2. Materials and Methods
2.1. Study Population
This cross-sectional study was conducted at an exhibition booth at the institution during the 14th National Convention on the Promotion of Shokuiku (Food and Nutrition Education) in Kofu, Yamanashi, Japan (a rural area) from 29 to 30 June 2019, and at the Open House event at the National Institute of Biomedical Innovation, Health, and Nutrition in Tokyo, Japan (an urban area) on 5 October 2019. This study involved Japanese individuals aged ≥16 years who were able to give their own consent to participate. In Japan, an adult is defined as being aged ≥18 years. The Ethical Guidelines for Medical and Health Research Involving Human Subjects stipulate that a study may be conducted with minors aged 16–17 years who have provided informed consent if they are deemed to have sufficient capacity to make informed decisions regarding the study. The National Convention on the Promotion of Shokuiku is an annual nationwide event co-sponsored by national and local governments. It serves as a core event during the “Shokuiku Month” in June, focusing on the intensive and effective promotion of nutrition education campaigns [20]. The Open House event was organised to present the institute’s daily research activities and findings to the general public. All visitors to both events participated voluntarily and were recruited to participate in the study when visiting the exhibition booths. Skin carotenoid levels were measured, and a self-administered questionnaire was conducted among visitors to either event who agreed to participate in this study. A total of 367 and 180 people participated in the Yamanashi and Tokyo events, respectively. Among the 547 participants, those whose skin carotenoid levels were not measured, those who did not complete the questionnaire survey, and those with missing information on age, body mass index (BMI), number of vegetable dishes, and frequency of intake of fruits, green and yellow vegetables, and light-coloured vegetables were excluded. Thus, 492 participants were included in the analysis. This study was conducted in accordance with the Declaration of Helsinki and the Ethical Guidelines for Medical and Health Research Involving Human Subjects. This study was approved by the Ethics Committee of the National Institute of Biomedical Innovation, Health, and Nutrition (protocol code: KENEI 107, date of approval: 20 June 2019). Written informed consent was obtained from all participants.

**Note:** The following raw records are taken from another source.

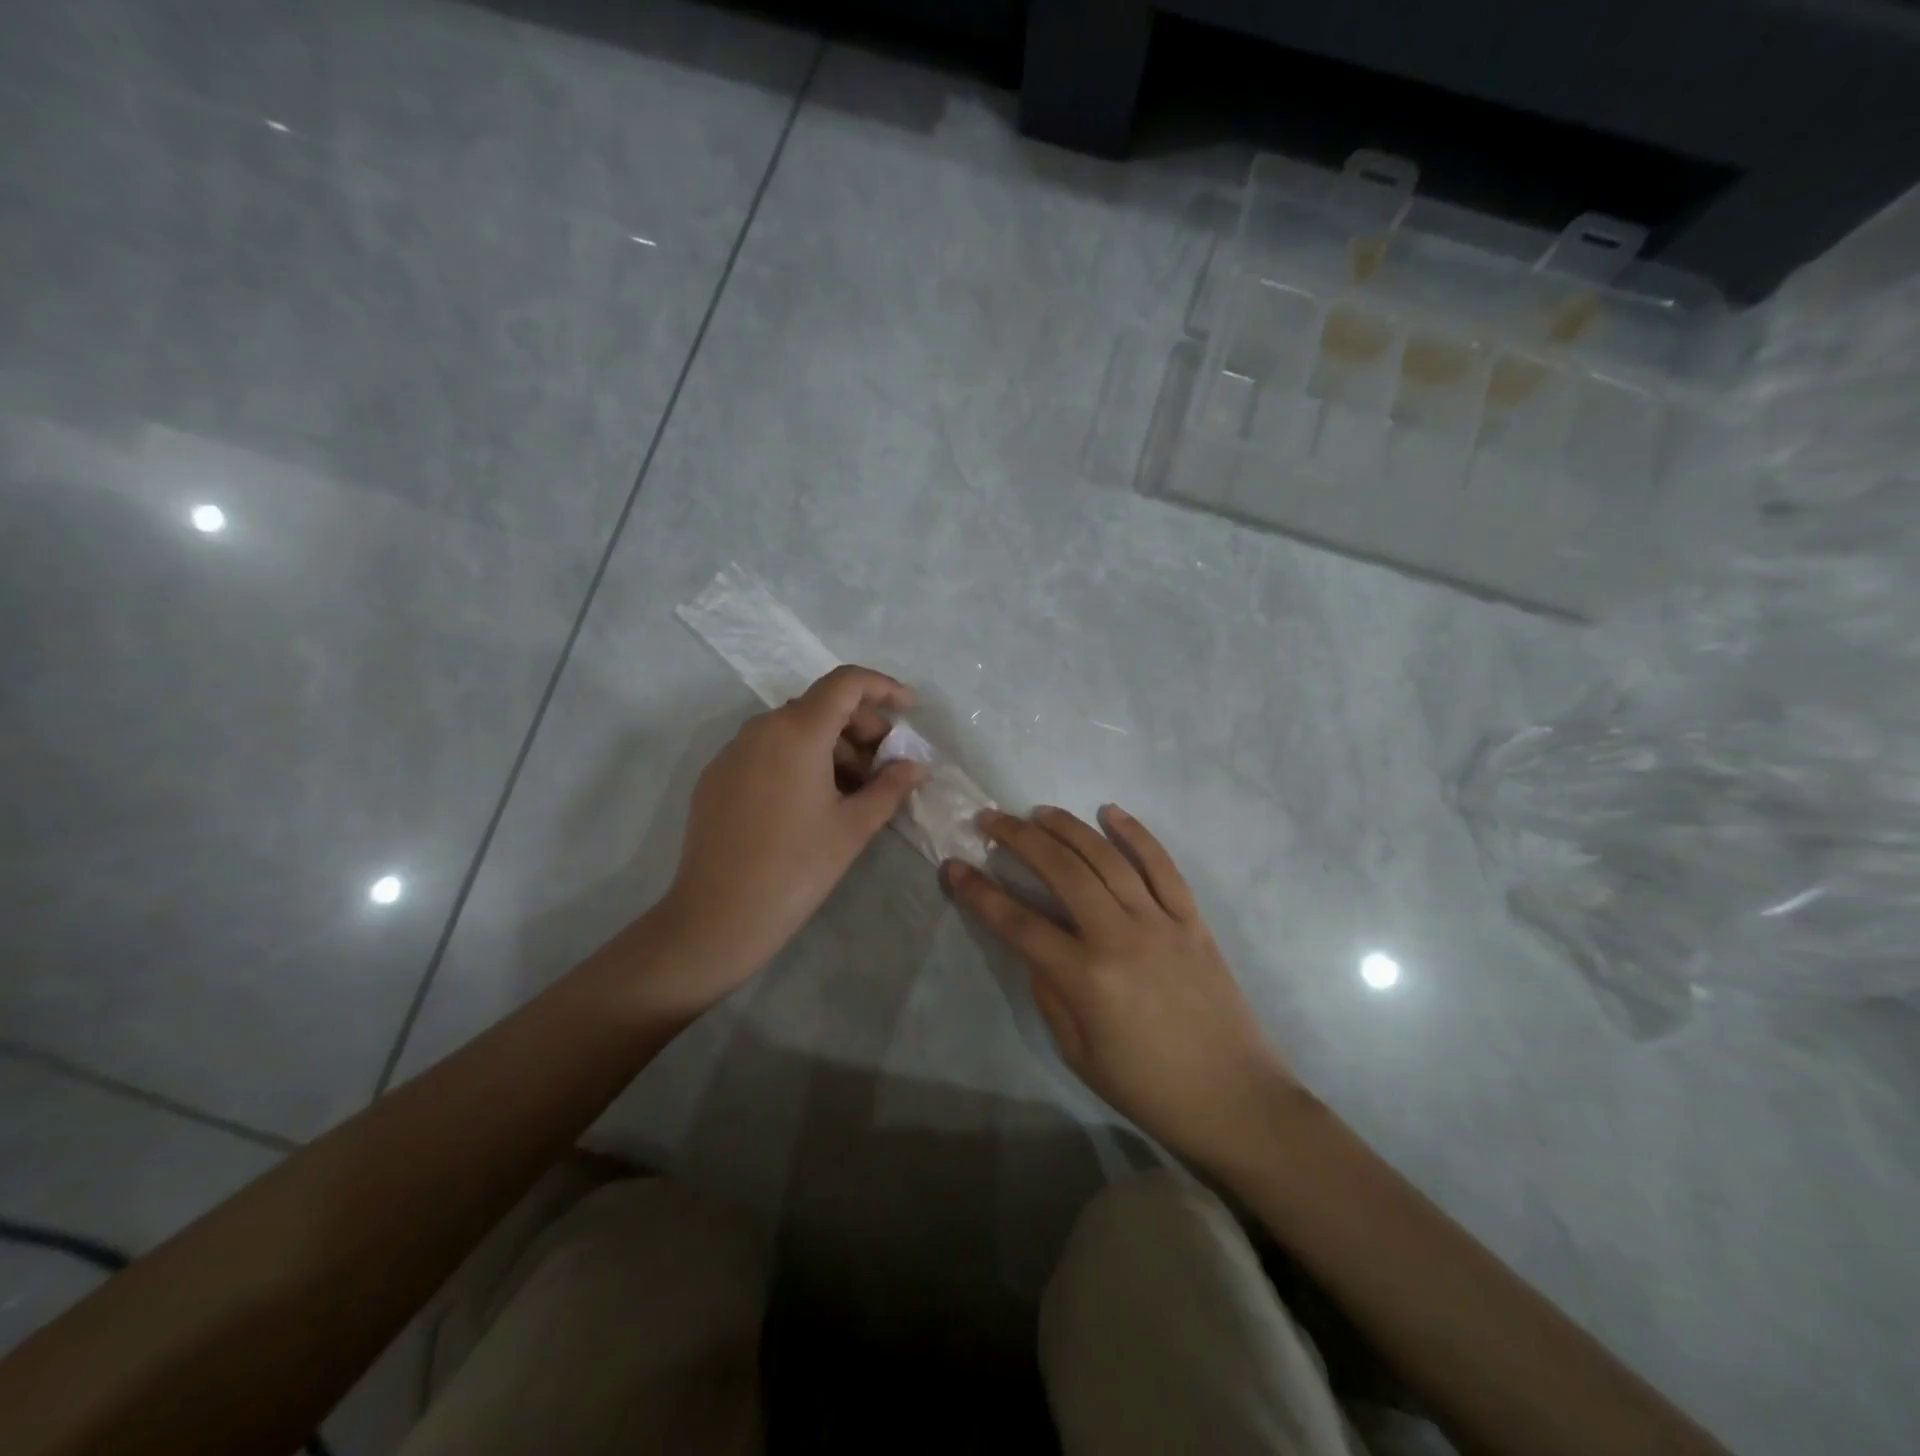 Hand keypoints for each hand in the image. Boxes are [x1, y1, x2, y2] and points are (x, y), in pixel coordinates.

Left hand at [657, 665, 927, 1005]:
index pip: (846, 683)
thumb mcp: (853, 827)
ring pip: (794, 729)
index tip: (911, 709)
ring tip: (853, 790)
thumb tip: (916, 767)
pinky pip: (768, 750)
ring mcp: (733, 751)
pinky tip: (812, 801)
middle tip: (886, 765)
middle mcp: (761, 728)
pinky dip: (799, 759)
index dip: (884, 687)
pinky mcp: (717, 776)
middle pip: (821, 705)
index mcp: (797, 731)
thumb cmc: (796, 868)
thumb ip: (890, 787)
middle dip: (861, 726)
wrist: (718, 916)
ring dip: (832, 746)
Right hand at [944, 804, 1296, 1172]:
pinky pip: (1162, 865)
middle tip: (991, 820)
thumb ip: (1049, 992)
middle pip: (1062, 871)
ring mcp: (1160, 922)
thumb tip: (1034, 946)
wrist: (1234, 1099)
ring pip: (1107, 858)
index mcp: (1086, 978)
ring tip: (1038, 813)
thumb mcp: (1078, 1053)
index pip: (1018, 923)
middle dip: (1019, 839)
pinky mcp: (1191, 919)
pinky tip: (1110, 811)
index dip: (980, 893)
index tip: (954, 866)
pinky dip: (1136, 833)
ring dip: (1068, 828)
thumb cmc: (1148, 1088)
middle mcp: (1120, 936) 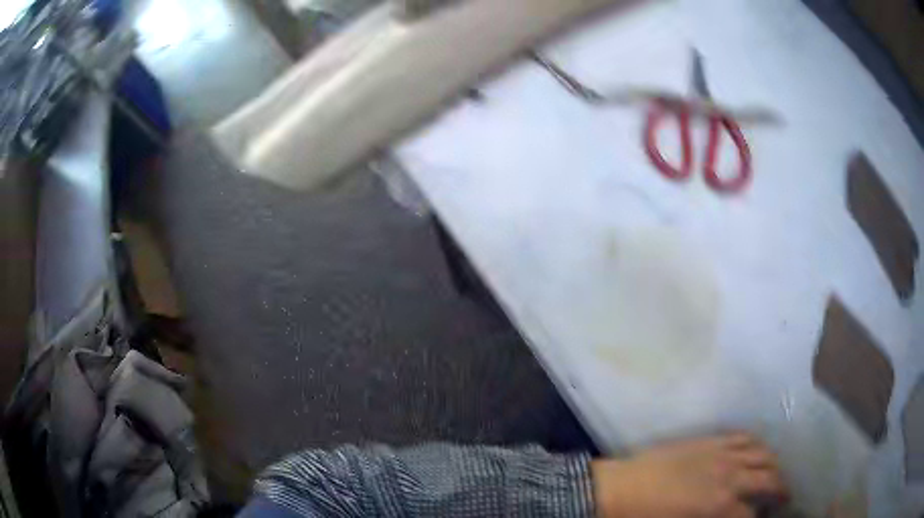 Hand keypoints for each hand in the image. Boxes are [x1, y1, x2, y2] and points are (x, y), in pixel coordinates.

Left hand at [591, 433, 788, 517]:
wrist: (620, 488)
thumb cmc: (646, 517)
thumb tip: (732, 516)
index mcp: (719, 504)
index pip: (750, 515)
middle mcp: (729, 475)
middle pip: (768, 478)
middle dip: (781, 488)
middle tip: (785, 496)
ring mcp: (722, 453)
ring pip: (762, 453)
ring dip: (773, 464)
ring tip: (777, 473)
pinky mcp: (711, 440)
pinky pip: (743, 437)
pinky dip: (756, 444)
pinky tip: (758, 451) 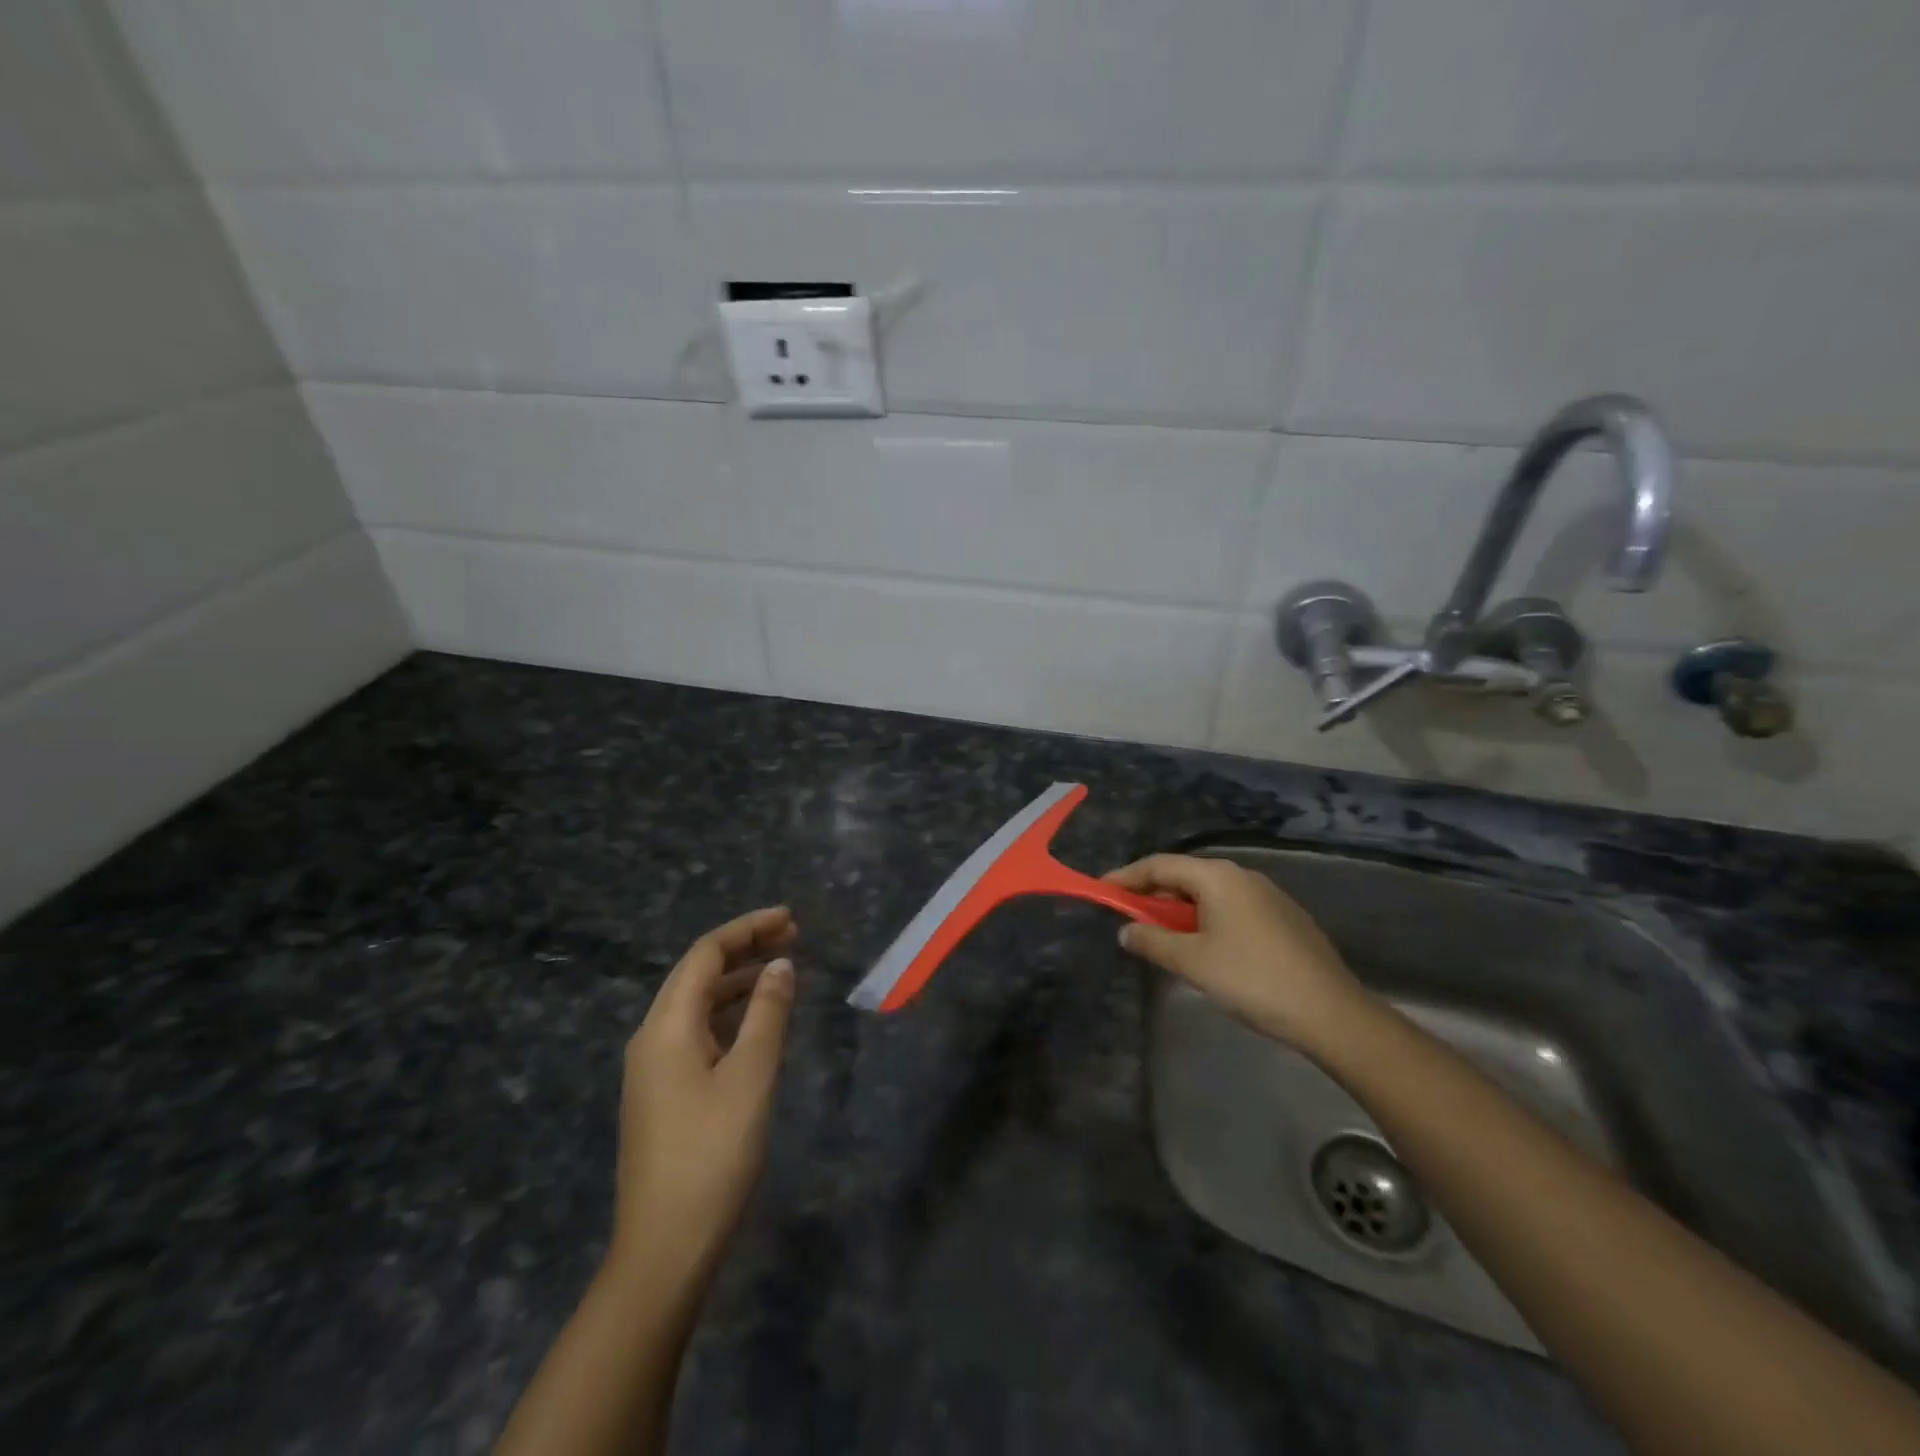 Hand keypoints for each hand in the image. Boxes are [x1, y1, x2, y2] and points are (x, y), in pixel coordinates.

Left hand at [611, 906, 797, 1282]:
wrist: (664, 1250)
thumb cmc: (712, 1154)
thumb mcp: (751, 1077)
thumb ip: (768, 1014)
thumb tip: (780, 966)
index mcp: (666, 1026)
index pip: (706, 955)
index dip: (747, 929)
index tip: (790, 919)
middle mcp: (652, 1038)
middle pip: (698, 974)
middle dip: (745, 950)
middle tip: (793, 938)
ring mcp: (653, 1069)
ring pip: (698, 1005)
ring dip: (739, 982)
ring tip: (783, 972)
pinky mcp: (663, 1095)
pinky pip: (698, 1033)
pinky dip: (731, 1016)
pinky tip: (759, 1024)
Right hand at [1104, 854, 1372, 1055]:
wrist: (1331, 1012)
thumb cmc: (1252, 979)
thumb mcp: (1193, 961)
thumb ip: (1152, 941)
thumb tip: (1126, 930)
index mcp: (1218, 877)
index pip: (1160, 865)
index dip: (1127, 877)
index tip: (1101, 890)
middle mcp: (1242, 876)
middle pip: (1185, 876)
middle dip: (1152, 894)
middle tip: (1127, 916)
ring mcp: (1267, 895)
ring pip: (1209, 893)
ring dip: (1178, 909)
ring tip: (1160, 934)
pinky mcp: (1283, 918)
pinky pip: (1231, 907)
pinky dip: (1205, 918)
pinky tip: (1202, 946)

2.2. Measurement of Skin Carotenoid Levels
Skin carotenoid levels were measured using the Veggie Meter® (Logevity Link Japan Corporation, Kanagawa, Japan). The Veggie Meter® used in this study is the same device that has been used in studies conducted in other countries [7,12,14]. The Veggie Meter® has been validated for use with adults and older adolescents to determine carotenoid levels in the skin [7]. The operational principles of this device are detailed in the literature [21]. Briefly, the Veggie Meter® provides objective information about the concentration of carotenoid pigments in human skin via pressure-mediated reflection spectroscopy. Daily calibration using the supplied dark and white reference materials was performed before measurements were taken. All participants used disposable towels to disinfect their fingers. Subsequently, the middle finger of the left hand was inserted into the finger cradle of the device and was pressed against the convex contact lens surface using a spring-loaded lid. The averaging mode of the device was employed, recording the average score from three consecutive measurements as the participant’s skin carotenoid score. The skin carotenoid score is expressed as a value from 0 to 1200 and is unitless.
2.3. Dietary Survey
A self-administered questionnaire was used to gauge the number of vegetable dishes consumed, fruit intake, and frequency of food intake. In Japan, the amount of vegetables contained in one small bowl or other serving is about 70 g, and efforts to consume at least five dishes (servings) of vegetables per day are widely practiced [22,23]. One serving of a vegetable was also defined in this study as the equivalent of 70 g of vegetables, and the number of vegetable dishes was evaluated across six categories: almost never, 1, 2, 3, 4, and ≥5 dishes/day. Food intake frequency was assessed using a modified version of the 2013 National Health and Nutrition Survey questionnaire in Japan [24]. Vegetable and fruit juice, as well as milk and dairy products were added to the list of foods used in the 2013 National Health and Nutrition Survey [24]. Specifically, 14 food items were included: rice, bread, noodles, meat, fish and shellfish, eggs, soybeans and soybean products, green and yellow vegetables, light-coloured vegetables, vegetable and tomato juice, green juice with kale, fruit, 100% fruit juice, and milk and dairy products. These fourteen food items were assessed using five frequency categories: ≥1 time/day, 4–6 times/week, 2–3 times/week, 1 time/week, and <1 time/week. Additionally, information on dietary supplement use was collected, and the responses were categorised into never, rarely, sometimes, and every day.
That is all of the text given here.